- _WORK INSTRUCTION_
How many of the lines below contain "points"? Reply with only that figure.
━━ MATERIALS PROVIDED
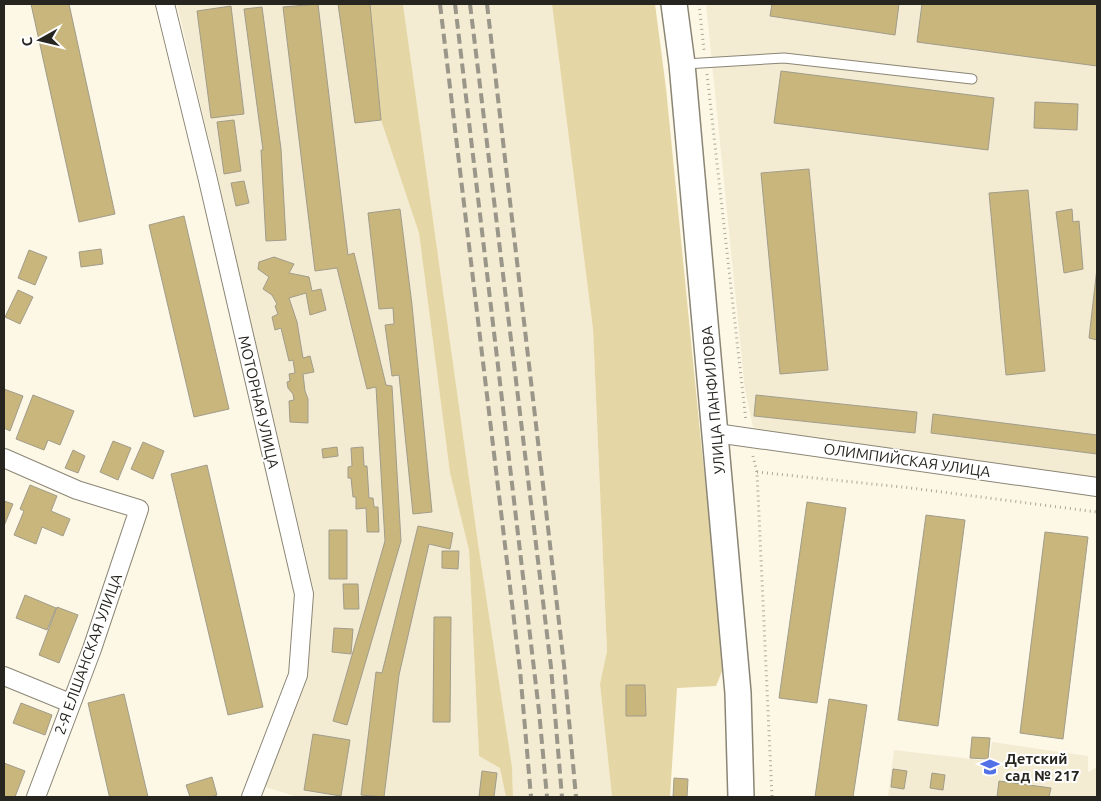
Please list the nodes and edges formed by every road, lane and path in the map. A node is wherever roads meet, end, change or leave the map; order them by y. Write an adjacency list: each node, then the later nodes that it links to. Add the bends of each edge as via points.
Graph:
1 (165, 4): 15 (street, МОТОРНАЯ УЛИЦА, via 304,594 298,675)
2 (674, 4): 4 (main road, УЛИЦА ПАНФИЛОВА)
3 (699, 4): 4 (path)
4 (694, 63): 5 (lane, via 784,58); 6 (main road, УЛИЦА ПАНФИЛОВА); 7 (path)
5 (972, 79)
6 (716, 433): 7 (street, ОЛИМПИЙСКАЯ УЛИЦА); 16 (main road, УЛИЦА ПАНФИЛОВА, via 738,693)
7 (750, 438): 9 (path); 10 (street, ОЛИМПИЙСКАЯ УЛИЦА)
8 (4, 458): 13 (street, 2-Я ЕЛШАНСКАЯ УЛИЦА, via 77,490 139,509)
9 (757, 472): 11 (path); 17 (path)
10 (1097, 488)
11 (1097, 512)
12 (4, 676): 13 (street)
13 (70, 703): 14 (street, 2-Я ЕЛШАНСКАЯ УЛИЦА)
14 (36, 797)
15 (252, 797)
16 (741, 797)
17 (772, 797)

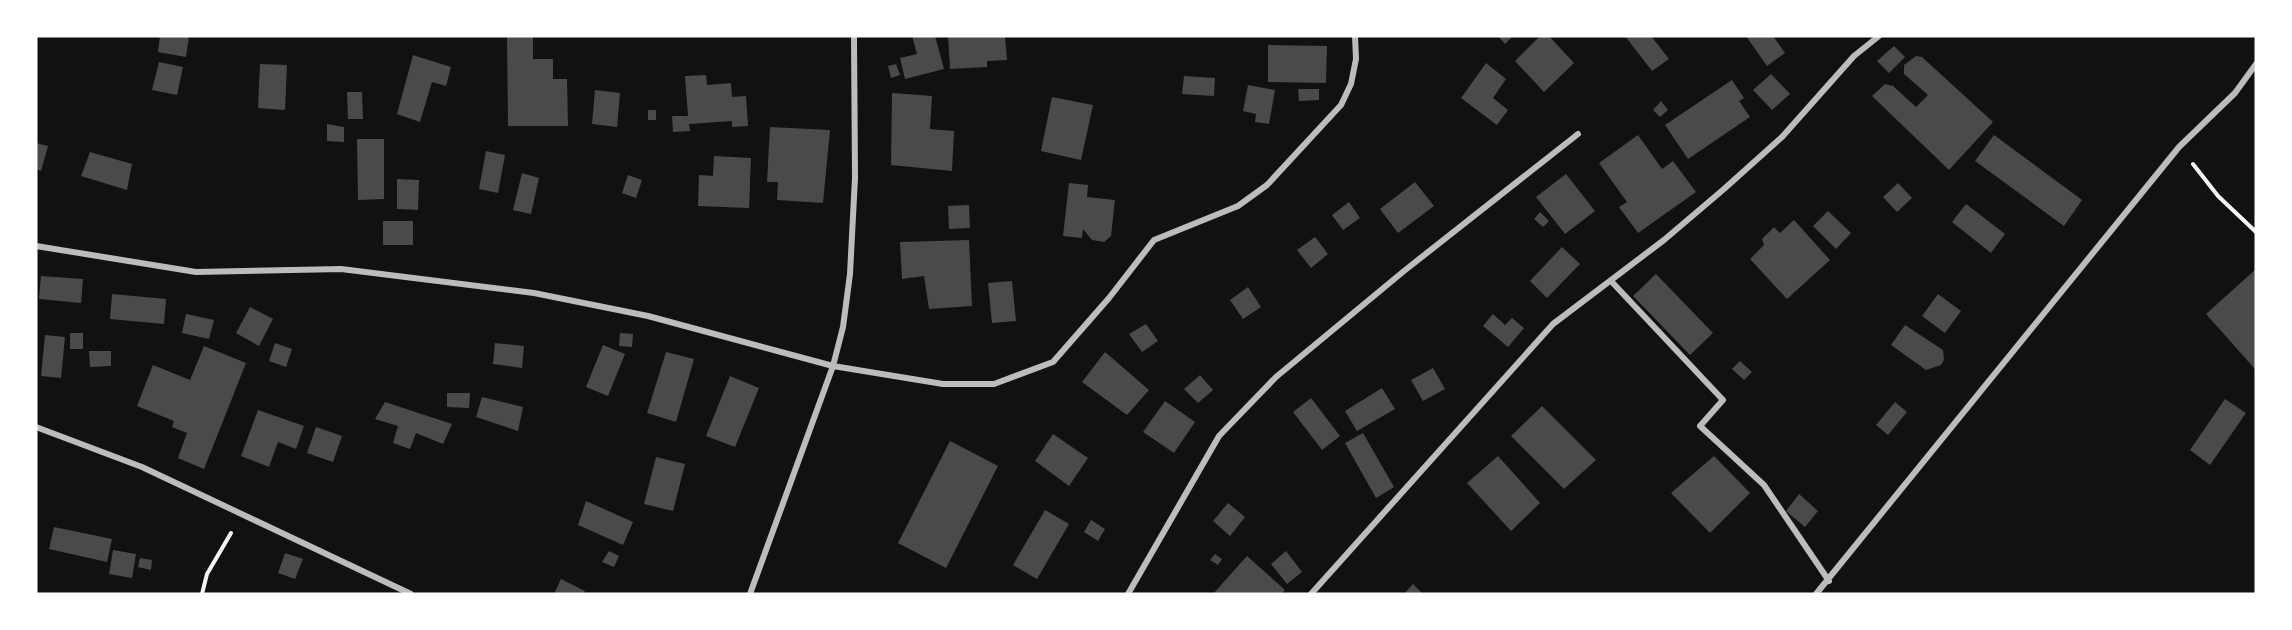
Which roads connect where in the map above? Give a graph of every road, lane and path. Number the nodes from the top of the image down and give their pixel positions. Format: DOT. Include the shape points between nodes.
━━━━
- _EXERCISE RESPONSE_
2